Nicolae Pleșiță (Romanian pronunciation: [nikoˈla.e ˈpleʃit͡sə]; April 26, 1929 – September 28, 2009) was a Romanian intelligence official and secret police investigator. From 1980 to 1984, he led the Foreign Intelligence Service of the Securitate, the secret service of Communist Romania. He was described by the New York Times and Associated Press at the time of his death as "a die-hard Communist and ruthless chief of the Securitate secret police."A participant in various actions taken against armed or peaceful anti-communist groups, Pleșiță began his career as a Romanian Communist Party cadre, and rose through the ranks of the Securitate while holding various political offices in the Interior Ministry. Personally involved in the brutal interrogation of dissidents such as Paul Goma, and allegedly the person masterminding several attacks on the Romanian diaspora, he is most remembered for his connections with the Venezuelan terrorist Carlos the Jackal. He arranged for Carlos to be sheltered in Romania after the bombing of Radio Free Europe and was accused, but eventually found innocent in a Romanian court, of complicity in the bombing. After the successful 1989 Revolution, Pleșiță was also noted for openly admitting his various involvements in acts of violence, and for claiming that they were justified by circumstance.

Serghei Nicolau

Serghei Nicolau (born Sergey Nikonov; 1905–1999) was a Romanian communist espionage chief.

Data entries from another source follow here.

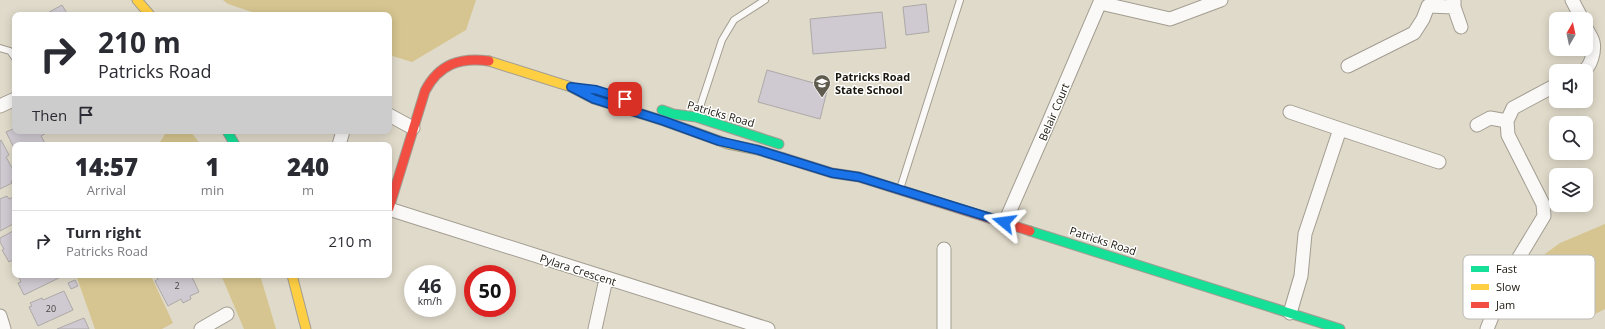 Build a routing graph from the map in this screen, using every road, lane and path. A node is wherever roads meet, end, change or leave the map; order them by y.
1 (137, 0) edge
2 (765, 0) edge
3 (960, 0) edge
4 (1221, 0) edge
5 (1572, 0) edge
6 (1100, 2) edge
7 (1426, 3) edge
8 (1454, 4) edge
9 (147, 12) edge
10 (1578, 12) edge
11 (1461, 27) dead end
12 (0, 48) edge
13 (12, 54) edge
14 (1348, 66) dead end
15 (571, 87) junction
16 (1549, 89) edge
17 (596, 90) dead end
18 (12, 100) edge
19 (0, 106) edge
20 (654, 108) dead end
21 (1290, 112) dead end
22 (392, 117) edge
23 (696, 117) junction
24 (1507, 121) junction
25 (1477, 125) dead end
26 (413, 128) junction
27 (1340, 129) junction
28 (784, 146) dead end
29 (1439, 162) dead end
30 (841, 166) dead end
31 (859, 177) junction
32 (899, 190) junction
33 (392, 198) edge
34 (392, 209) edge
35 (1004, 222) junction
36 (944, 250) dead end
37 (1520, 255) edge
38 (293, 278) edge
39 (606, 279) junction
40 (1290, 313) junction
41 (227, 314) dead end
42 (1491, 319) edge
43 (201, 329) edge
44 (306, 329) edge
45 (595, 329) edge
46 (768, 329) edge
47 (944, 329) edge
48 (1340, 329) edge
49 (1487, 329) edge

1 - 9 main road
2 - 23 lane
3 - 32 lane
4 - 6 street
5 - 10 street
6 - 35 street, Belair Court
7 - 8 street
7 - 14 street
8 - 11 street
12 - 13 lane
15 - 17 main road, Patricks Road
15 - 26 main road, Patricks Road
15 - 31 main road, Patricks Road
16 - 24 street
18 - 19 street
20 - 23 main road, Patricks Road
21 - 27 street
22 - 26 street
23 - 28 main road, Patricks Road
24 - 25 street
24 - 37 street
26 - 33 main road
27 - 29 street
27 - 40 street
30 - 31 main road, Patricks Road
31 - 32 main road, Patricks Road
32 - 35 main road, Patricks Road
34 - 39 street, Pylara Crescent
35 - 40 main road, Patricks Road
36 - 47 street
38 - 44 main road
39 - 45 street
39 - 46 street, Pylara Crescent
40 - 48 main road, Patricks Road
41 - 43 street
42 - 49 street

An ethnic Russian, Nicolau, like his boss Emil Bodnăraș, was recruited by the NKVD. This occurred in the late 1930s after he was expelled from the Chemistry faculty of Iași University, for attending meetings of the banned Romanian Communist Party (PCR). His studies abroad, in Brussels and Marseille, were paid for, and in the latter city, he was part of the local French Communist Party leadership. At the beginning of World War II, he was assigned to return to Romania in order to set up a spy network, but he was captured at sent to prison, where he spent part of his sentence alongside another NKVD agent, Gheorghe Pintilie. While at Doftana prison, the two belonged to a group of Soviet agents around future PCR leader Gheorghe Gheorghiu-Dej. Following the 1949 arrest of N. D. Stănescu, he was made head of the External Intelligence Service (SSI). Guided by Bodnăraș, he worked to recruit loyal agents, both within the agency and in the Romanian Army. In consultation with the local Soviet espionage bureau, the pair reorganized the SSI into four bureaus: foreign information, supervision of diplomatic missions in Bucharest, domestic information and counterespionage activities. From 1954 until his retirement in 1960, Nicolau, who held the rank of lieutenant-general, led the military espionage bureau of the Romanian General Staff.In the early 1950s, his wife Nina was Gheorgiu-Dej's personal secretary.